Will concentrate on mechanics

For the most part, my tutorial lessons will concentrate on the mechanics of using the Java tools and the Java API. I won't attempt to give advice on overall security procedures. Rather, I will leave that to others who have given a great deal of thought to the topic of who can do what to you and how can they do it.

Sample Program

This program, named Security06, provides an introduction to the use of the MessageDigest class in Java.

What does the program do?

The program creates and displays the digest values for three short strings. Two of the strings are the same. The third string differs from the other two in only one character

The program demonstrates that the digest value differs significantly for two strings that are almost identical.

It also shows that the digest value that is computed for a given string is the same when re-computed using the same algorithm

The digest values are displayed in Base 64 format, which I will explain later.

Program output

The program was tested using JDK 1.2 and Win95. It produces the following output, showing the digest value for the two different input string values. Note that the latter two input strings are the same as the first string, except for the addition of the 'H' character on the end of the string.

ABCDEFG
k75GEsQdI68YkdrF/Q1TVzb/xOM=

ABCDEFGH
Zdt/hoQdVTax8nL1MO5w/TY9guw=

ABCDEFGH
Zdt/hoQdVTax8nL1MO5w/TY9guw=

The length of the digest value for a given algorithm is always the same regardless of the length of the message.

As you can see, the digest values are sufficiently short that they could easily be confirmed over the telephone.

Interesting Code Fragments

The first fragment shows the beginning of the controlling class and the beginning of the main method. This fragment:

The method named digestIt() is the key to the entire program. I will discuss digestIt() and displayBase64() later.

class Security06 {
  public static void main(String[] args) {
    byte[] dataBuffer = "ABCDEFG".getBytes();
    System.out.println(new String(dataBuffer));
    byte[] theDigest = digestIt(dataBuffer);
    displayBase64(theDigest);

Do it two more times

The next fragment completes the main() method for the program.

This fragment simply repeats the process using the same string value twice. Note that the string value differs from the previous fragment. It has an 'H' character appended onto the end of the string.
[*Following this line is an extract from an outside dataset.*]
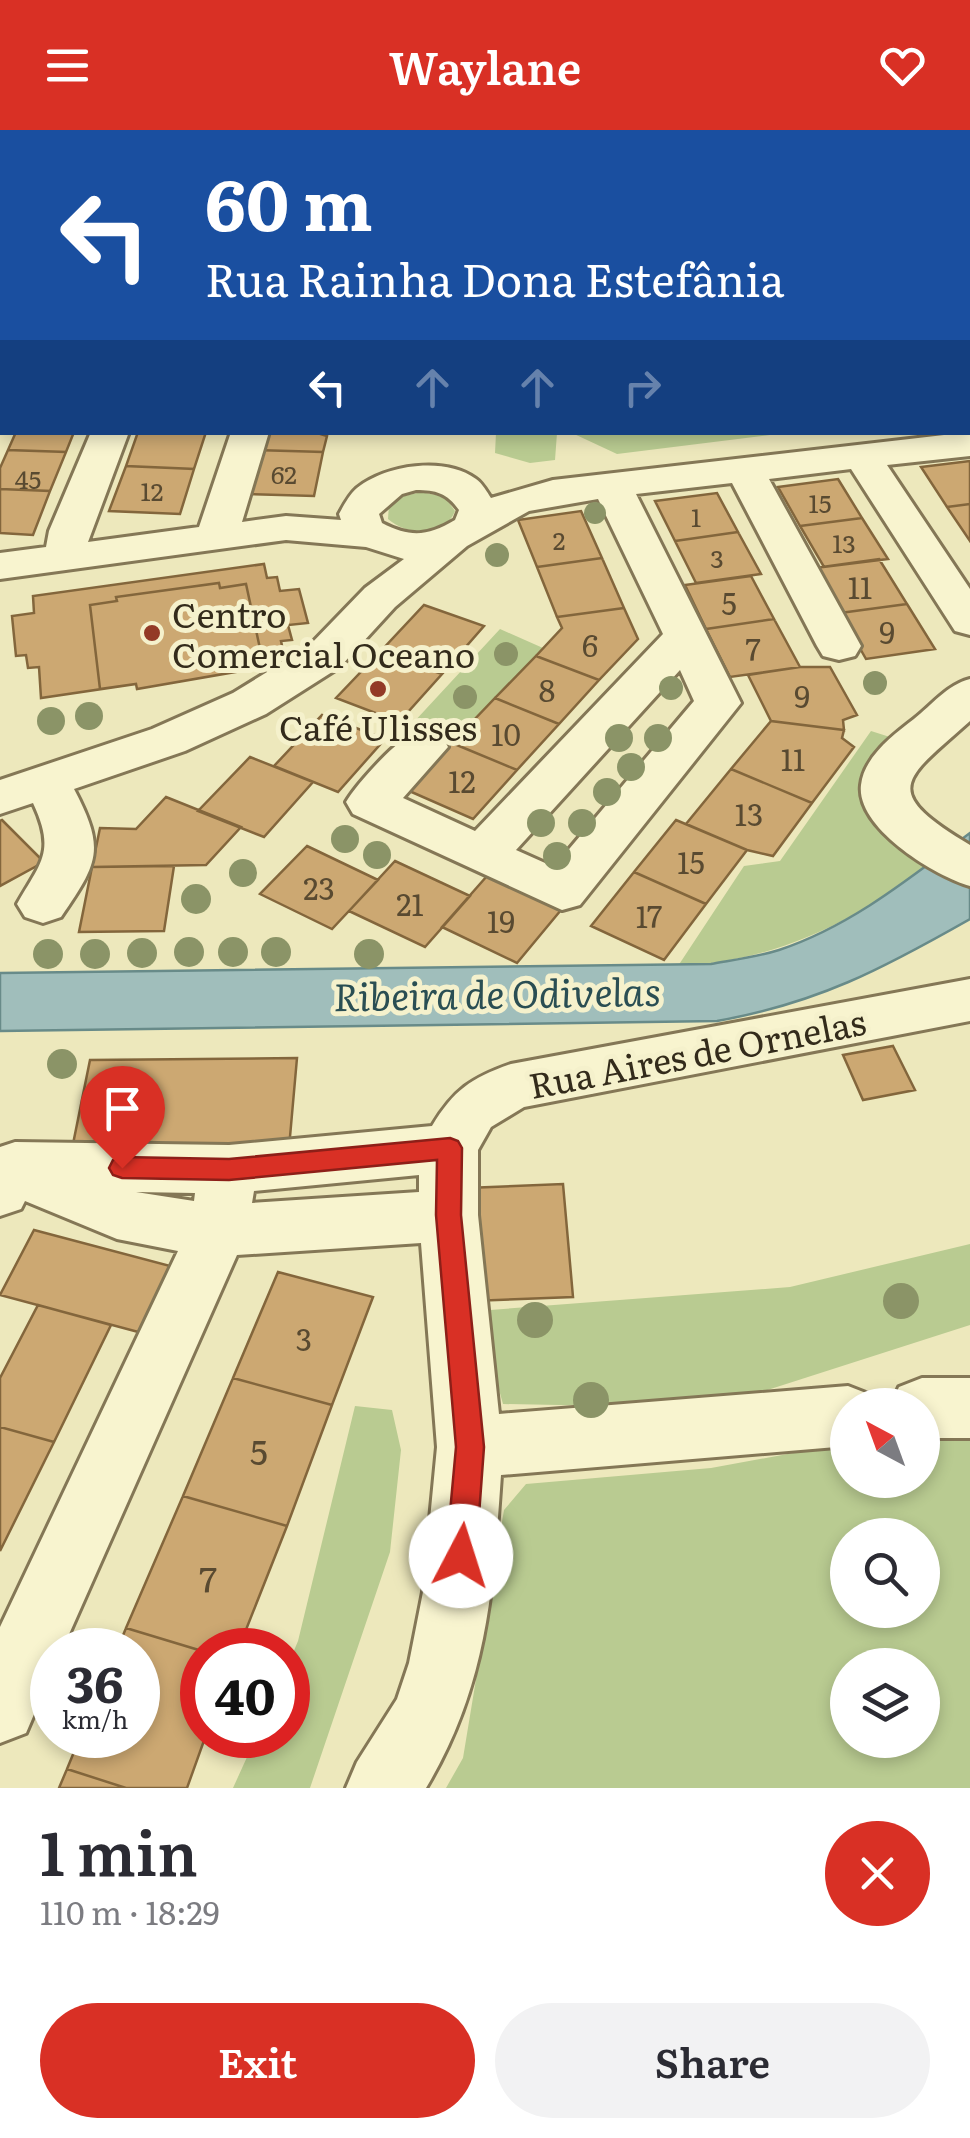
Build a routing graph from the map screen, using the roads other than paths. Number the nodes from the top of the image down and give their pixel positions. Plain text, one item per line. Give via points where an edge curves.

    //Do it again for a slightly different byte array
    dataBuffer = "ABCDEFGH".getBytes();
    System.out.println(new String(dataBuffer));
    theDigest = digestIt(dataBuffer);
    displayBase64(digestIt(theDigest));
    
    //Do it one more time for the same byte array
    dataBuffer = "ABCDEFGH".getBytes();
    System.out.println(new String(dataBuffer));
    theDigest = digestIt(dataBuffer);
    displayBase64(digestIt(theDigest));

  }//end main

The digestIt() method

The next fragment shows the beginning of the method named digestIt() that computes and returns the digest value for an incoming array of bytes.
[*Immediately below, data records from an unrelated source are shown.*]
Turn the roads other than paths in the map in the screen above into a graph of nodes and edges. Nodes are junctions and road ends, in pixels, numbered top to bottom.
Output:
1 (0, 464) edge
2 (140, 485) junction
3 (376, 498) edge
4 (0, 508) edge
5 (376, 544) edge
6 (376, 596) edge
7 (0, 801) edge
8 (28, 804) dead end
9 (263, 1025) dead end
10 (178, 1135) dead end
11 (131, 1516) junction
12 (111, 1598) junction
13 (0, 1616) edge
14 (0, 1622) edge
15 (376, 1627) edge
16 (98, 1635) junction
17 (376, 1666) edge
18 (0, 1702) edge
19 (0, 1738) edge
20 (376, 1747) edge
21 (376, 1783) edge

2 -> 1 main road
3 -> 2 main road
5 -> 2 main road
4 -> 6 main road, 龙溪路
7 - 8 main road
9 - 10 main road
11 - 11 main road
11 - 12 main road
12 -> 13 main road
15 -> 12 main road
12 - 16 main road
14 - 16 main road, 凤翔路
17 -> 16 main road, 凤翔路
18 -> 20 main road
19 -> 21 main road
Getting a MessageDigest object, factory methods, etc.

The interesting code in this fragment is the statement that calls the getInstance() factory method on the MessageDigest class to get an initialized object of the MessageDigest class.

SHA and SUN

The parameters (SHA and SUN) that are passed to the factory method cause the object to be initialized to perform the SHA message digest algorithm as provided by SUN on byte data that is later passed to the update() method of the object.

This is where initialization takes place for the MessageDigest class.

  static byte[] digestIt(byte[] dataIn){
    byte[] theDigest = null;
    try{
      MessageDigest messageDigest = 
                   MessageDigest.getInstance("SHA", "SUN");

Feeding a hungry update() method

The next fragment feeds the byte array data to the update() method of the object.

Although this method can accommodate repetitive calls passing new data with each call, only one call was needed in this simple program because all of the message data was contained in a single byte array.

      messageDigest.update(dataIn);

Completing the digestion, the digest() method

The next fragment

      theDigest = messageDigest.digest();
    }catch(Exception e){System.out.println(e);}
    return theDigest;
  }//end digestIt()

Another version of the digest() method

There is another version of the digest() method, which, during a single call will

Could have done it differently

Therefore, for this simple case, where the entire message was available in a single array of bytes, I could have used that version of the digest() method, and could have skipped the use of the update() method altogether.

However, I didn't do that because I wanted to use this simple program to introduce you to the general API structure involving a pair of cooperating methods that work together to produce the desired result.

The first method in the pair can be called repeatedly to apply the algorithm to the data in chunks, and the second method can be called only once to complete the task.

What is Base 64 format?

Base 64 is a system for representing an array of eight-bit bytes as seven-bit ASCII characters instead of eight-bit bytes.

Basically, it hooks a group of 8-bit bytes together end-to-end, and then moves through them extracting the bits seven bits at a time.

The reverse process hooks the seven-bit groups together end-to-end and then extracts the bits, eight bits at a time.

Why Base 64 format?

This is useful for passing data through a system that can only accommodate seven-bit ASCII data.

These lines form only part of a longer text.